What they didn’t discover was the cause of that dual synchrony in the daily rotation of Earth on its axis, together with its annual and seasonal journey around the sun, with the planes of those two motions tilted at an angle of twenty-three-and-a-half degrees one to the other.

Instead, the stars and planets themselves were credited with their own self-propulsive powers as inherent in the cosmic order fulfilled nightly overhead.

How marvelous that daily and yearly procession must have seemed. It was truly a revelation. A grasping of the stunning difference between chaos and cosmos, disorder and order. What a powerful idea! That a system with so many moving parts was ruled by the gratifying harmony of motion that joined Earth, planets, sun, moon, and stars in unison together as one idea or system of ideas. Not for a day, a season, a year, but—as evidence and wonder accrued from generation to generation—seemingly forever.

If we put ourselves in that era of grand discovery, the temple priests who formulated that formative cosmology were clearly on the leading edge of their personal experience, and the collective experience of their people.

Their grand vision of cosmic harmony (as of 3,200 BCE), combined with belief that the power of self-motion was shared by stars, planets, and humans as indubitable proof of the motive power of the living soul (because only living beings could move of their own will)—that coupling of ideas was the intellectual achievement of their time in expressing their early grasp of cosmology in the intuitive concept that bound human understanding and labor to the very force that drove the universe.

It was apparently the Sumerians who saw that each point of light in the sky reflected the overall scheme of a world (or cosmic) soul as the driving force behind the evidence they beheld with their own eyes.

Do stars have meaning for humans? Indeed, as profound as meaning can be. Practical meaning. Cultural meaning. Historic meaning. Religious meaning. Aesthetic meaning. Ideal meaning. Survival meaning. All taken together surely amounting to the truth. Or at least an approximation of the truth. A truth that would stand until a more durable one came along. A truth in the fallible human mind. Which, no matter how many people believe it, is where all concepts-ideas-thoughts-truths reside.
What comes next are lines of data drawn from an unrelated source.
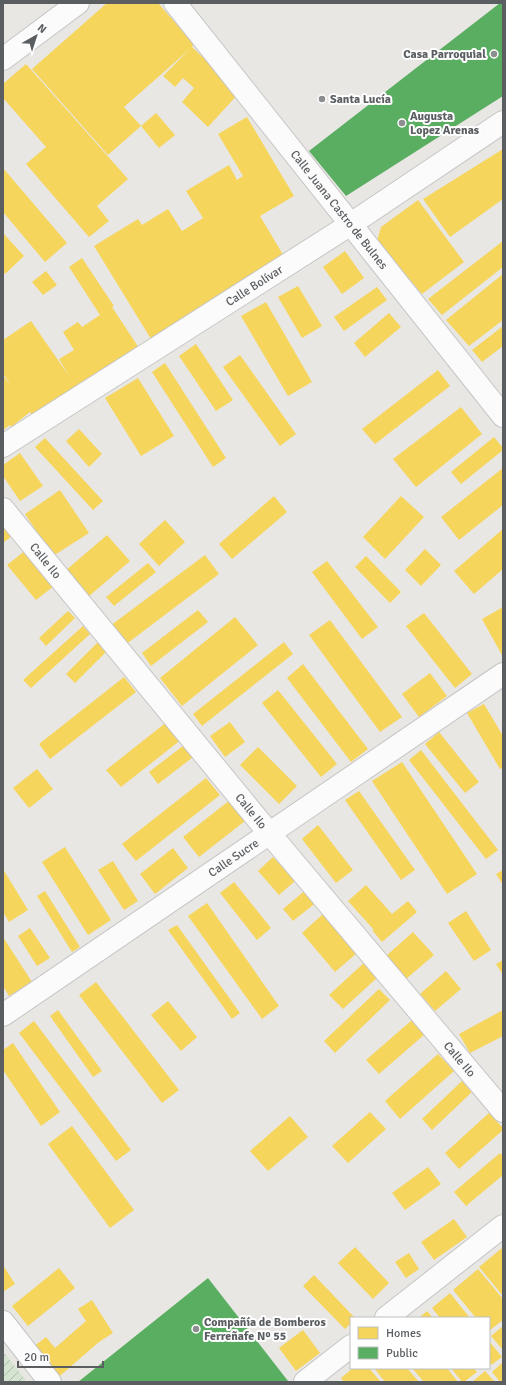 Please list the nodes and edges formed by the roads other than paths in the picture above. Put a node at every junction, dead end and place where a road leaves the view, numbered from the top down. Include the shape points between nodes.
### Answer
1 (78, 3) edge
2 (175, 3) edge
3 (3, 59) edge
4 (503, 122) edge
5 (351, 224) junction
6 (503, 416) edge
7 (3, 446) edge
8 (3, 508) edge
9 (503, 674) edge
10 (269, 832) junction
11 (3, 1015) edge
12 (503, 1111) edge
13 (503, 1226) edge
14 (387, 1317) edge
15 (3, 1322) edge
16 (350, 1347) edge
17 (50, 1382) edge
18 (305, 1382) edge

1 - 3 street
2 - 5 street, Calle Juana Castro de Bulnes
4 - 5 street, Calle Bolívar
5 - 6 street, Calle Juana Castro de Bulnes
5 - 7 street, Calle Bolívar
8 - 10 street, Calle Ilo
9 - 10 street, Calle Sucre
10 - 11 street, Calle Sucre
10 - 12 street, Calle Ilo
13 - 14 street
15 - 17 street
16 - 18 street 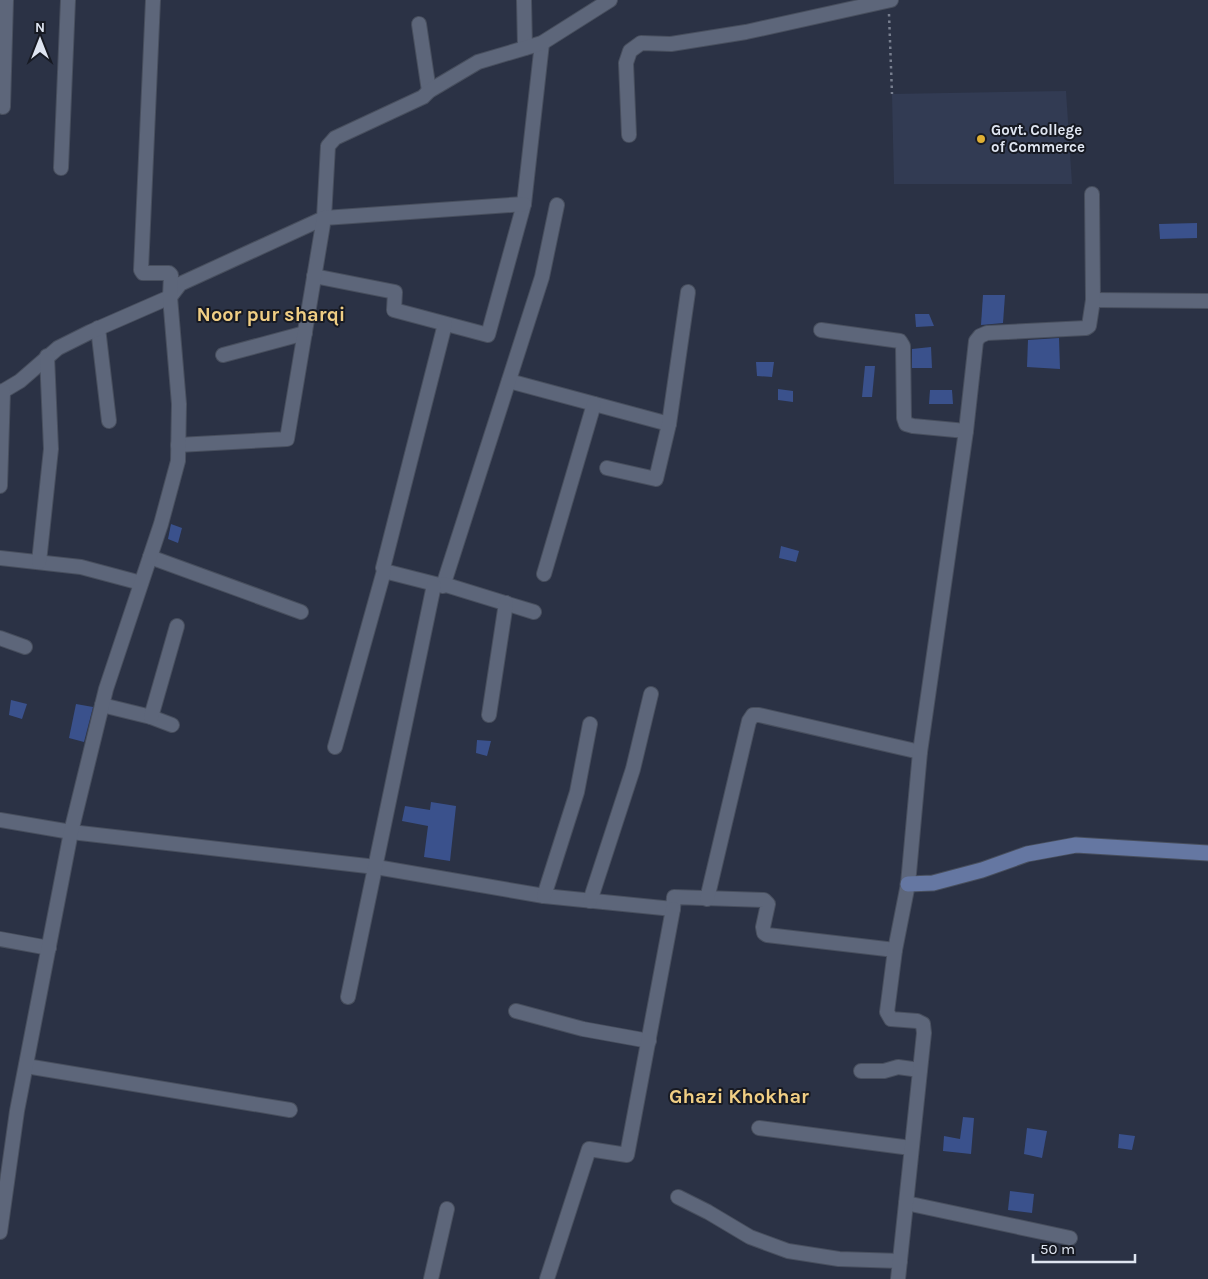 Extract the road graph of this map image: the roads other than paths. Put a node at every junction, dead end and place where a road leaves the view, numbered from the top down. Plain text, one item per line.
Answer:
1 (6, 0) edge
2 (68, 0) edge
3 (153, 0) edge
4 (524, 0) edge
5 (610, 0) edge
6 (890, 0) edge
7 (419, 24) dead end
8 (542, 43) junction
9 (525, 48) junction
10 (429, 91) junction
11 (3, 107) dead end
12 (628, 135) dead end
13 (61, 168) dead end
14 (1092, 194) dead end
15 (524, 204) junction
16 (557, 205) dead end
17 (324, 218) junction
18 (314, 276) junction
19 (688, 292) dead end
20 (170, 297) junction
21 (1093, 300) junction
22 (1208, 301) edge
23 (445, 324) junction
24 (98, 328) junction
25 (821, 330) dead end
26 (305, 333) junction
27 (223, 355) dead end
28 (47, 356) junction
29 (509, 381) junction
30 (1, 392) edge
31 (594, 404) junction
32 (109, 421) dead end
33 (669, 424) junction
34 (966, 431) junction
35 (178, 445) junction
36 (607, 468) dead end
37 (0, 486) edge
38 (150, 557) junction
39 (0, 558) edge
40 (39, 562) junction
41 (384, 571) junction
42 (544, 574) dead end
43 (141, 583) junction
44 (439, 585) junction
45 (506, 603) junction
46 (301, 612) dead end
47 (534, 612) dead end
48 (176, 626) dead end
49 (0, 638) edge
50 (25, 647) dead end
51 (651, 694) dead end
52 (102, 704) junction
53 (489, 715) dead end
54 (151, 717) junction
55 (590, 724) dead end
56 (172, 725) dead end
57 (336, 747) dead end
58 (920, 752) junction
59 (0, 820) edge
60 (71, 832) junction
61 (1208, 853) edge
62 (376, 867) junction
63 (908, 884) junction
64 (544, 896) junction
65 (707, 899) junction
66 (590, 901) junction
67 (673, 909) junction
68 (0, 939) edge
69 (48, 948) junction
70 (895, 950) junction
71 (348, 997) dead end
72 (516, 1011) dead end
73 (649, 1041) junction
74 (26, 1066) junction
75 (920, 1070) junction
76 (861, 1071) dead end
77 (290, 1110) dead end
78 (759, 1128) dead end
79 (912, 1148) junction
80 (678, 1197) dead end
81 (906, 1203) junction
82 (447, 1209) dead end
83 (0, 1232) edge
84 (1070, 1238) dead end
85 (900, 1261) junction
86 (430, 1279) edge
87 (547, 1279) edge
88 (898, 1279) edge

1 - 11 street
2 - 13 street
3 - 20 street
4 - 9 street
5 - 8 street
6 - 12 street
7 - 10 street
8 - 9 street
8 - 15 street
9 - 10 street
10 - 17 street
14 - 21 street
15 - 17 street
15 - 23 street
16 - 29 street
17 - 18 street
17 - 20 street
18 - 23 street
18 - 26 street
19 - 33 street
20 - 24 street
20 - 35 street
21 - 22 street
21 - 34 street
23 - 41 street
24 - 28 street
24 - 32 street
25 - 34 street
26 - 27 street
26 - 35 street
28 - 30 street
28 - 40 street
29 - 31 street
29 - 44 street
30 - 37 street
31 - 33 street
31 - 42 street
33 - 36 street
34 - 58 street
35 - 38 street
38 - 43 street
38 - 46 street
39 - 40 street
40 - 43 street
41 - 44 street
41 - 57 street
43 - 52 street
44 - 45 street
44 - 62 street
45 - 47 street
45 - 53 street
48 - 54 street
49 - 50 street
51 - 66 street
52 - 54 street
52 - 60 street
54 - 56 street
55 - 64 street
58 - 63 street
58 - 65 street
59 - 60 street
60 - 62 street
60 - 69 street
61 - 63 street
62 - 64 street
62 - 71 street
63 - 70 street
64 - 66 street
65 - 67 street
65 - 70 street
66 - 67 street
67 - 73 street
68 - 69 street
69 - 74 street
70 - 75 street
72 - 73 street
73 - 87 street
74 - 77 street
74 - 83 street
75 - 76 street
75 - 79 street
78 - 79 street
79 - 81 street
80 - 85 street
81 - 84 street
81 - 85 street
82 - 86 street
85 - 88 street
The fragility of this particular truth was compounded in coming generations by the combined musings of Plato, Aristotle, and both their Neoplatonist and Christian heirs early in the new millennium—unto Thomas Aquinas and the builders of Mediaeval cathedrals who expressed this singular truth in stone and stained glass—in idealizing and personifying the idea that drives the universe as the principle of absolute reason, goodness, and harmony at the core of a universe such as they chose to believe in.